SEBI’s New Intraday Borrowing Rules Boost AMC Liquidity
By ThePip Desk
SEBI revises intraday borrowing norms for AMCs effective July 15, 2026, enhancing liquidity management flexibility by broadening permissible uses and removing prior restrictions.
The Securities and Exchange Board of India (SEBI) has strategically recalibrated intraday borrowing norms for Asset Management Companies (AMCs), a move poised to fundamentally reshape liquidity management frameworks within the mutual fund industry. Effective July 15, 2026, these revised guidelines dismantle previous restrictions, granting AMCs substantially greater operational latitude to navigate daily cash flow dynamics.

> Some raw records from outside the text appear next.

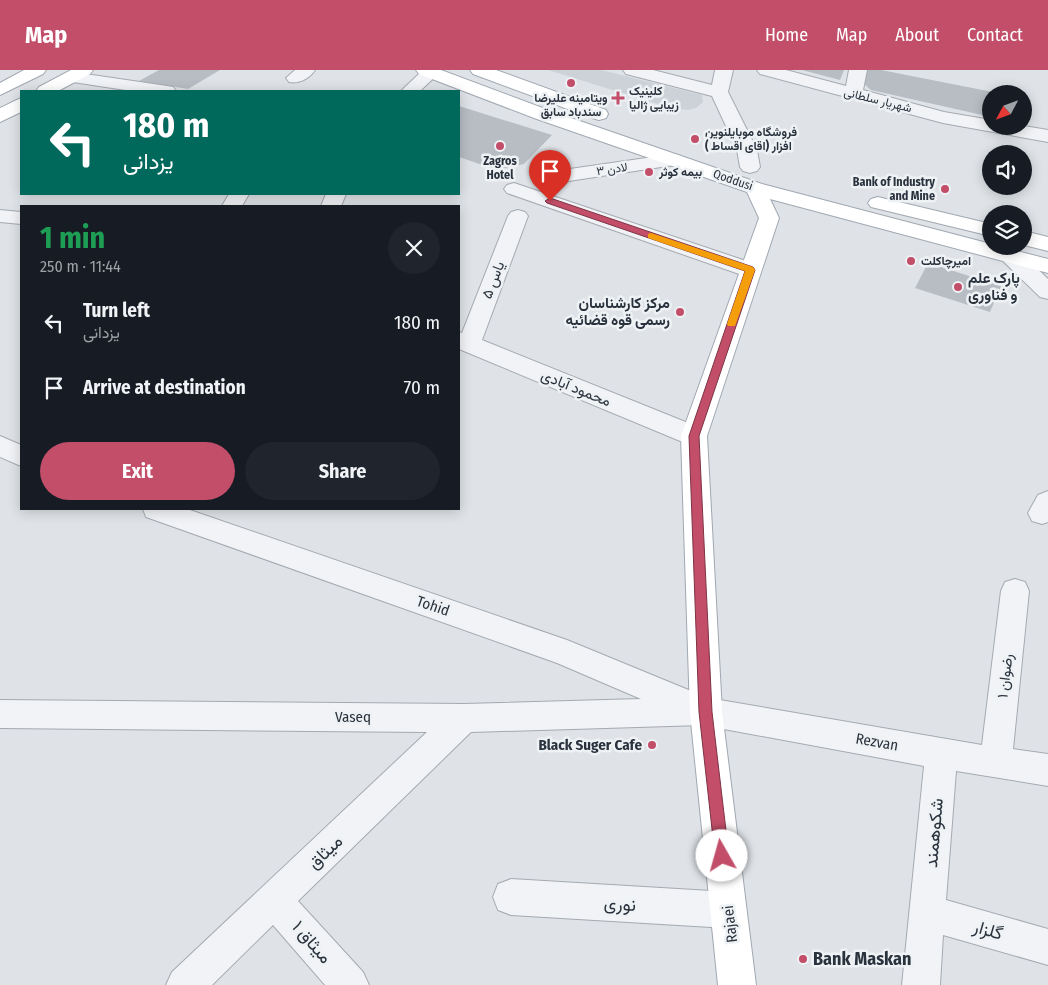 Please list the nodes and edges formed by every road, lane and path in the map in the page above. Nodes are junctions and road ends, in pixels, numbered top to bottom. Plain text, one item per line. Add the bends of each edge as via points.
1 (37, 70) edge
2 (479, 70) edge
3 (632, 70) edge
4 (724, 70) edge
5 (766, 70) edge
6 (858, 70) edge
7 (428, 71) edge
8 (78, 73) edge
9 (0, 90) edge
10 (47, 90) edge
11 (163, 90) edge
12 (411, 90) edge
13 (719, 92) junction
14 (854, 93) junction
15 (20, 105) edge
16 (0, 116) edge
17 (615, 120) dead end
18 (982, 124) edge
19 (642, 130) dead end
20 (1032, 133) edge
21 (1048, 136) edge
22 (674, 160) junction
23 (750, 168) junction
24 (549, 178) dead end
25 (755, 188) junction
26 (514, 189) dead end
27 (806, 203) junction
28 (0, 216) edge
29 (518, 216) dead end
30 (20, 218) edge
31 (769, 218) junction
32 (982, 228) edge
33 (1032, 240) edge
34 (1048, 244) edge
35 (1012, 257) junction
36 (1048, 266) edge
37 (750, 270) junction
38 (1048, 292) edge
39 (464, 342) edge
40 (694, 436) junction
41 (159, 510) edge
42 (1015, 591) dead end
43 (706, 712) junction
44 (0, 714) edge
45 (464, 718) junction
46 (942, 754) junction
47 (996, 761) junction
48 (1048, 770) edge
49 (511, 897) dead end
50 (274, 900) junction
51 (728, 910) junction
52 (927, 912) junction
53 (1048, 947) edge
54 (185, 985) edge
55 (350, 985) edge
56 (738, 985) edge
57 (921, 985) edge

1 - 9 main road
2 - 17 main road
3 - 13 street
4 - 13 street
5 - 14 street, شهریار سلطانی
6 - 14 street
7 - 12 street
7 - 22 main road, Qoddusi
8 - 10 main road
8 - 11 street
13 - 23 street via 747,150
14 - 18 street, شهریار سلطانی
15 - 16 main road
19 - 23 main road, Qoddusi
20 - 21 street, شهریار سلطانی
22 - 24 street, لادن ۳
22 - 25 main road, Qoddusi
23 - 32 main road, Qoddusi via 844,195
25 - 27 main road, Qoddusi
25 - 31 main road
26 - 37 street
27 - 31 main road
27 - 35 main road, Qoddusi
28 - 30 street
29 - 39 street, یاس ۵
31 - 37 main road, Rajaei
33 - 34 main road
35 - 36 main road, Qoddusi
35 - 38 street
37 - 40 main road, Rajaei
39 - 40 street, محمود آبادی
40 - 43 main road, Rajaei
41 - 43 street, Tohid via 567,653
42 - 47 street, رضوان ۱
43 - 45 street, Vaseq
43 - 46 street, Rezvan
43 - 51 main road, Rajaei
44 - 45 street, Vaseq
45 - 50 street, میثاق
46 - 47 street, Rezvan
46 - 52 street, شکوهمند
47 - 48 street, Rezvan
49 - 51 street, نوری
50 - 54 street, میثاق
50 - 55 street, میثاق ۱
51 - 56 main road, Rajaei
52 - 53 street, گلزار
52 - 57 street, شکوهمند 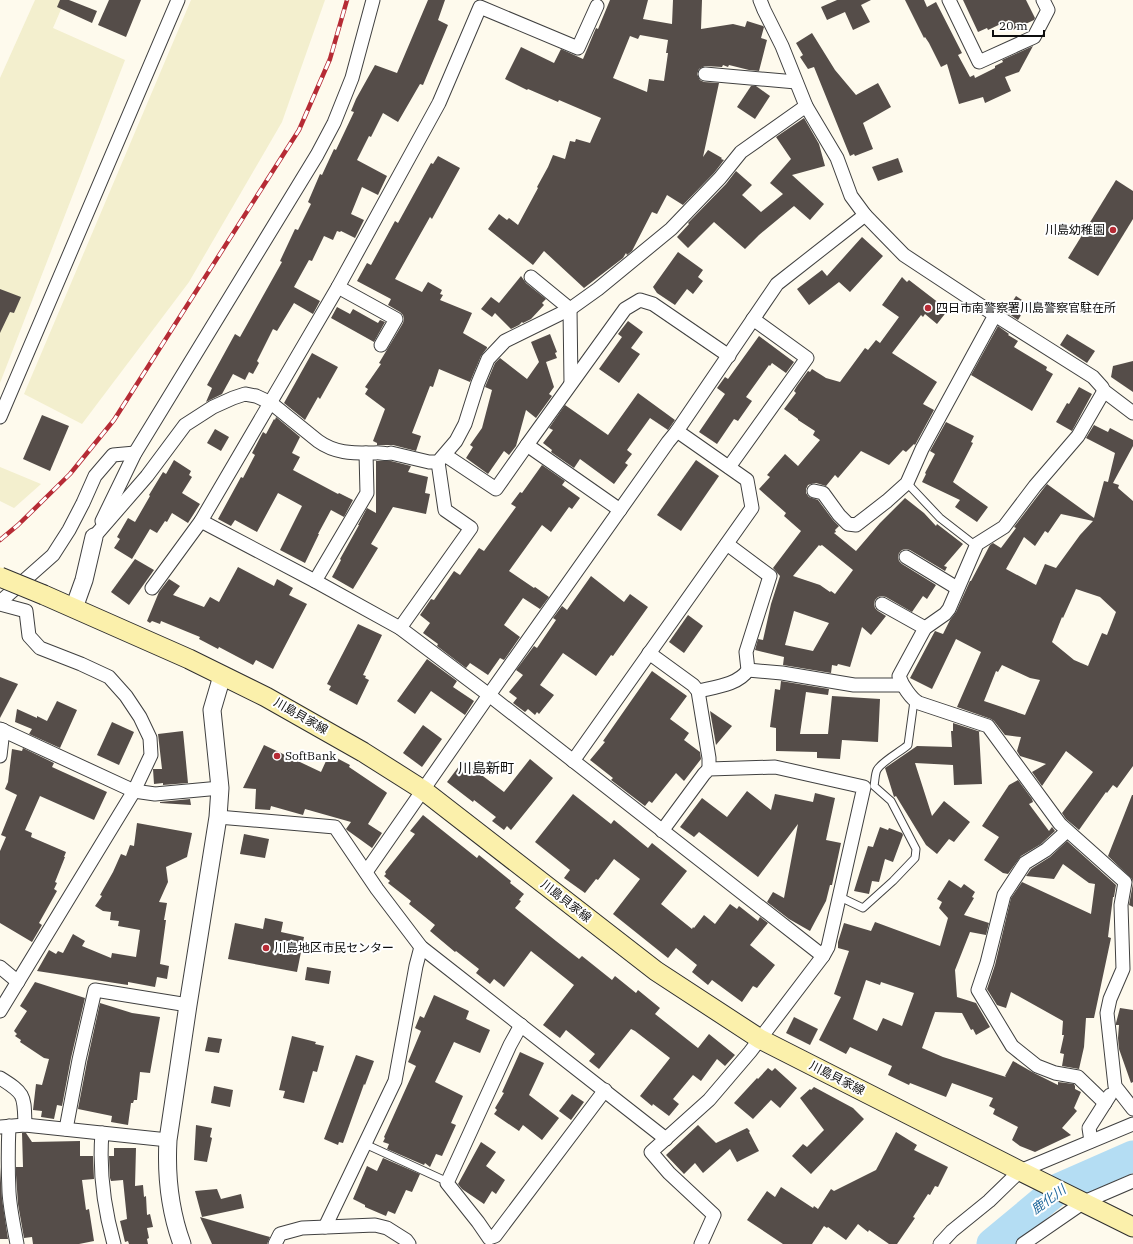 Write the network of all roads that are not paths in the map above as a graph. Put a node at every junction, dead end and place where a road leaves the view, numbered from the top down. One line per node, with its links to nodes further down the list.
1 (373, 0): 25 (street)
2 (760, 0): 8 (street)
3 (949, 0): 4 (street)
4 (1044, 0)
5 (175, 1): 22 (street)
6 (597, 6): 12 (street)
7 (705, 74): 8 (street)
8 (796, 82): 9 (street)
9 (806, 106): 10 (street); 13 (street)
10 (865, 215): 14 (street); 15 (street)
11 (531, 276): 13 (street)
12 (338, 287): 16 (street); 20 (street)
13 (570, 309): 18 (street); 27 (street)
14 (995, 315): 19 (street); 29 (street)
15 (753, 319): 17 (street); 28 (street)
16 (381, 345)
17 (729, 356): 18 (street); 23 (street)
18 (571, 384): 24 (street)
19 (1104, 391): 21 (street); 35 (street)
20 (271, 403): 26 (street); 32 (street); 33 (street)
21 (1133, 413)
22 (0, 417)
23 (677, 432): 28 (street); 31 (street)
24 (527, 445): 27 (street); 31 (street)
25 (135, 453): 33 (street); 41 (street)
26 (366, 453): 27 (street); 38 (street)
27 (442, 458): 44 (street)
28 (729, 467): 34 (street)
29 (907, 484): 30 (street); 35 (lane)
30 (814, 491)
31 (620, 510): 51 (street)
32 (201, 521): 38 (street); 39 (street)
33 (94, 537): 43 (street)
34 (726, 544): 46 (street); 47 (street)
35 (976, 546): 40 (street)
36 (906, 558): 40 (street)
37 (0, 577): 43 (main road, 川島貝家線, bridge)
38 (315, 581): 44 (street)
39 (152, 588)
40 (957, 588): 45 (street)
41 (0, 603): 60 (street)
42 (882, 604): 45 (street)
43 (74, 608): 48 (main road, 川島貝家線)
44 (400, 628): 51 (street)
45 (925, 628): 49 (street)
46 (649, 653): 50 (street); 55 (street)
47 (748, 670): 49 (street); 50 (street)
48 (222, 676): 58 (street); 59 (main road, 川島貝家線)
49 (902, 684): 52 (street)
50 (698, 691): 56 (street)
51 (489, 695): 55 (street); 59 (street)
52 (914, 701): 57 (lane); 63 (street)
53 (2, 729): 54 (street); 60 (street)
54 (0, 756)
55 (573, 761): 62 (street)
56 (709, 769): 57 (street); 62 (street)
57 (869, 787): 65 (street); 65 (lane)
58 (220, 788): 60 (street); 61 (street)
59 (423, 790): 64 (street); 73 (main road, 川島貝家線)
60 (134, 791): 69 (street)
61 (218, 817): 64 (street); 70 (street)
62 (662, 831): 67 (street)
63 (1068, 831): 75 (street); 77 (street)
64 (366, 872): 66 (street)
65 (840, 897): 67 (street)
66 (421, 947): 72 (street); 87 (street)
67 (823, 956): 73 (street)
68 (0, 967): 69 (street)
69 (18, 982): 71 (street)
70 (188, 1005): 82 (street); 85 (street)
71 (0, 1011)
72 (521, 1025): 76 (street); 90 (street)
73 (760, 1039): 84 (street); 88 (main road, 川島貝家線)
74 (0, 1078): 80 (street)
75 (1115, 1086): 77 (street); 78 (street)
76 (604, 1090): 84 (street); 90 (street)
77 (1105, 1102): 86 (street)
78 (1133, 1110)
79 (1133, 1124): 86 (street)
80 (25, 1125): 81 (street); 82 (street)
81 (4, 1127): 94 (street)
82 (66, 1129): 83 (street)
83 (102, 1133): 85 (street); 95 (street)
84 (666, 1139): 99 (street)
85 (168, 1140): 96 (street)
86 (1091, 1141): 88 (street)
87 (365, 1144): 90 (lane); 92 (street)
88 (1020, 1171): 91 (main road, 川島貝家線); 100 (street)
89 (1133, 1180): 91 (street)
90 (448, 1182)
91 (1084, 1202): 93 (main road, 川島貝家線); 101 (street)
92 (325, 1226): 97 (street); 98 (street)
93 (1133, 1227)
94 (17, 1244)
95 (114, 1244)
96 (182, 1244)
97 (275, 1244)
98 (409, 1244)
99 (701, 1244)
100 (940, 1244)
101 (1023, 1244)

This regulatory adjustment signifies a shift towards more agile and responsive fund operations.
Historically, AMCs faced limitations, with intraday borrowings strictly tethered to guaranteed same-day receivables. This constraint often forced intricate workarounds for temporary liquidity mismatches. SEBI’s updated framework liberates these borrowings, allowing their deployment across a broader spectrum of needs, including investor redemption payouts, critical trade settlements, general cash flow optimization, foreign exchange settlements, and essential derivative margin payments. This expanded utility is designed to fortify fund houses against short-term capital dislocations, enhancing overall market stability.
Despite this expanded flexibility, SEBI has embedded crucial safeguards to prevent systemic risk and protect investor interests. The core principle remains: all intraday borrowings must be fully extinguished before the close of the trading day. Furthermore, the financial burden, encompassing borrowing costs and any losses stemming from delayed receivables, is explicitly assigned to the AMC itself, preventing any direct impact on the mutual fund scheme or its unitholders. Should any amount inadvertently roll over into an overnight position, it immediately reclassifies as regular borrowing, becoming subject to the stringent existing regulatory cap of 20% of net assets. This mechanism ensures that temporary liquidity measures do not transmute into prolonged leverage.

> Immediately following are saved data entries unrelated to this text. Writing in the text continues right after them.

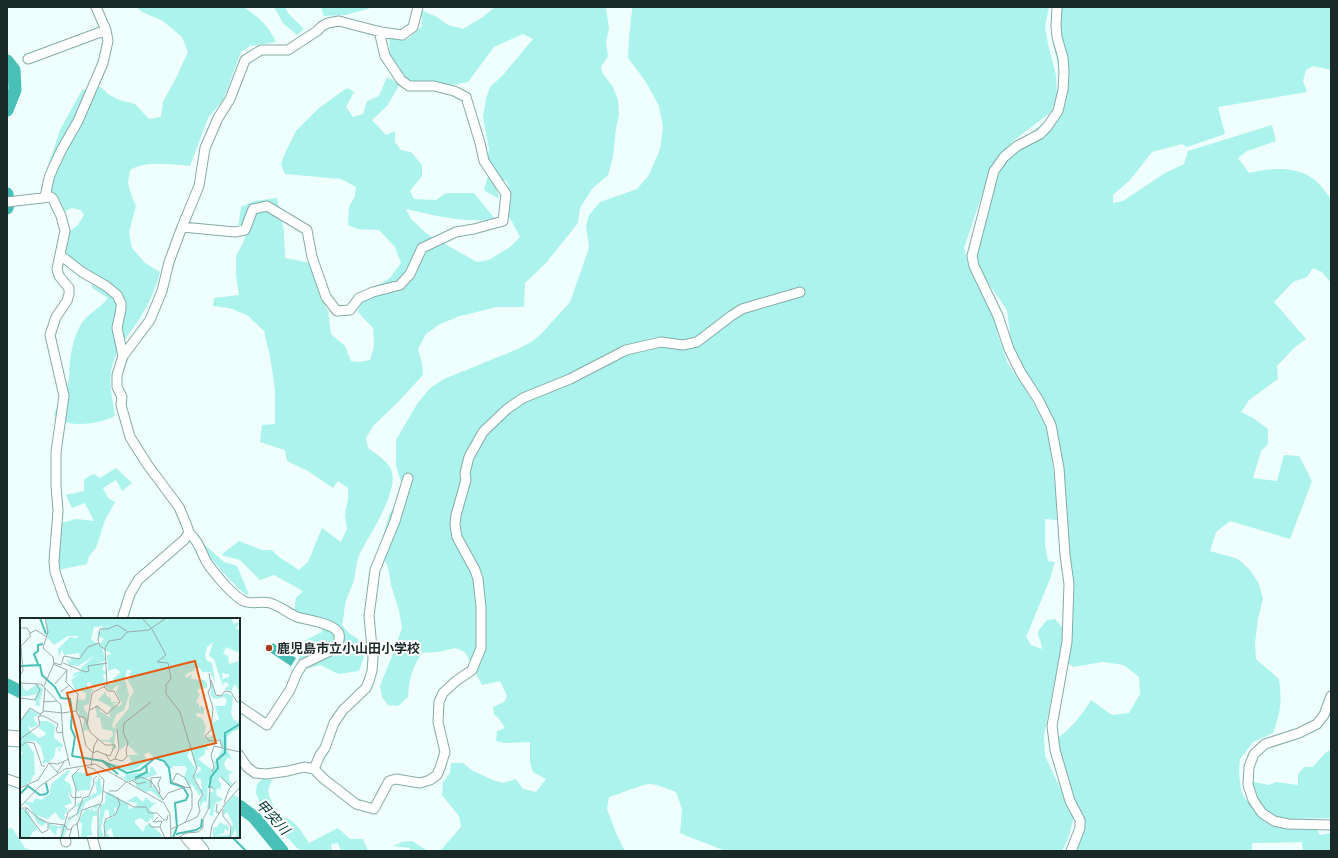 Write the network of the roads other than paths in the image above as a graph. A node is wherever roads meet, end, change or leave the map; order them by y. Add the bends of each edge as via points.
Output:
1 (96, 7) edge
2 (418, 7) edge
3 (1057, 7) edge
4 (106, 30) junction
5 (379, 31) junction
6 (28, 59) dead end
7 (45, 198) junction
8 (7, 202) edge
9 (182, 228) junction
10 (60, 255) junction
11 (800, 292) dead end
12 (123, 356) junction
13 (408, 478) dead end
14 (189, 533) junction
15 (77, 618) edge
16 (122, 618) edge
17 (1331, 696) edge
18 (240, 707) edge
19 (7, 738) edge
20 (20, 739) edge
21 (240, 756) edge
22 (314, 769) junction
23 (7, 779) edge
24 (20, 784) edge
25 (1331, 825) edge
26 (92, 838) edge
27 (190, 838) edge
28 (96, 851) edge
29 (201, 851) edge
30 (1071, 851) edge

1 - 4 street
2 - 5 street via 413,27 402,35
3 - 30 street via 1057,37 1064,72 1058,111 1040,134 1017,146 1004,157 994,171 972,256 1020,373 1038,399 1050,425 1059,468 1069,584 1067,642 1052,726 1055,750 1070,801 1080,820 1080,828
4 - 6 street
4 - 7 street via 108,41 103,63 78,121 53,168
5 - 9 street via 339,21 328,24 288,50 261,50 245,60 230,98 204,148 199,186
5 - 9 street via 385,56 401,80 409,86 434,86 466,97 484,162 506,194 502,221 456,232 422,248 410,274 400,285 359,298 350,310 337,311 326,297 312,257 307,230 267,206 253,209 245,230 235,232
7 - 8 street
7 - 10 street via 53,199 64,225
9 - 12 street via 169,262 162,292 150,320
10 - 12 street via 117,295 121,309 117,328
10 - 15 street via 58,273 69,294 67,302 56,317 50,335 64,396 56,452 58,511 54,561 64,598
11 - 22 street via 742,310 697,342 683,345 661,342 626,350 570,379 524,398 507,409 483,432 469,458 455,524 457,537 478,579 481,648 472,670 456,680 443,693 439,702 438,722 444,752 437,775 420,783 396,779 388,781 374,809 356,804
12 - 14 street via 117,375 117,387 122,397 121,405 130,437 146,464 179,507
13 - 22 street via 395,521 375,570 369,616 373,658 369,681 366,688 334,723
14 - 16 street via 138,580 130,594
14 - 18 street via 194,537 206,561 230,591 245,601 253,604 272,604 297,617 336,629 339,634 338,645 303,664 290,690 267,725
17 - 25 street via 1324,716 1317,724 1265,744 1254,754 1249,767 1248,784 1253,800 1262,813 1274,821 1288,824
19 - 20 highway
21 - 22 street via 254,773 266,774 304,767
23 - 24 street
26 - 28 street
27 - 29 highway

To ensure robust governance and transparency, SEBI mandates that AMCs develop a formal, board-approved policy outlining the precise use of these intraday borrowing facilities. This policy must secure approval from both the AMC’s board of directors and the board of trustees, subsequently requiring public disclosure on the AMC’s official website. A notable specific application of these new norms empowers equity-oriented index funds and Exchange Traded Funds (ETFs) to utilize intraday borrowings specifically for covering sell trades that fail to execute promptly, thereby enabling their participation in the crucial closing auction sessions on stock exchanges. This demonstrates a nuanced understanding of specific market operational challenges.
This regulatory evolution by SEBI represents more than a mere procedural tweak; it is a structural enhancement to the operational resilience of India’s mutual fund ecosystem. By empowering AMCs with greater, yet carefully circumscribed, liquidity management tools, SEBI is fostering an environment where temporary market frictions can be absorbed more efficiently, ultimately reducing operational drag and potentially improving overall market functionality. The emphasis on internal governance and transparency, coupled with strict repayment mandates, reinforces investor confidence in the long term.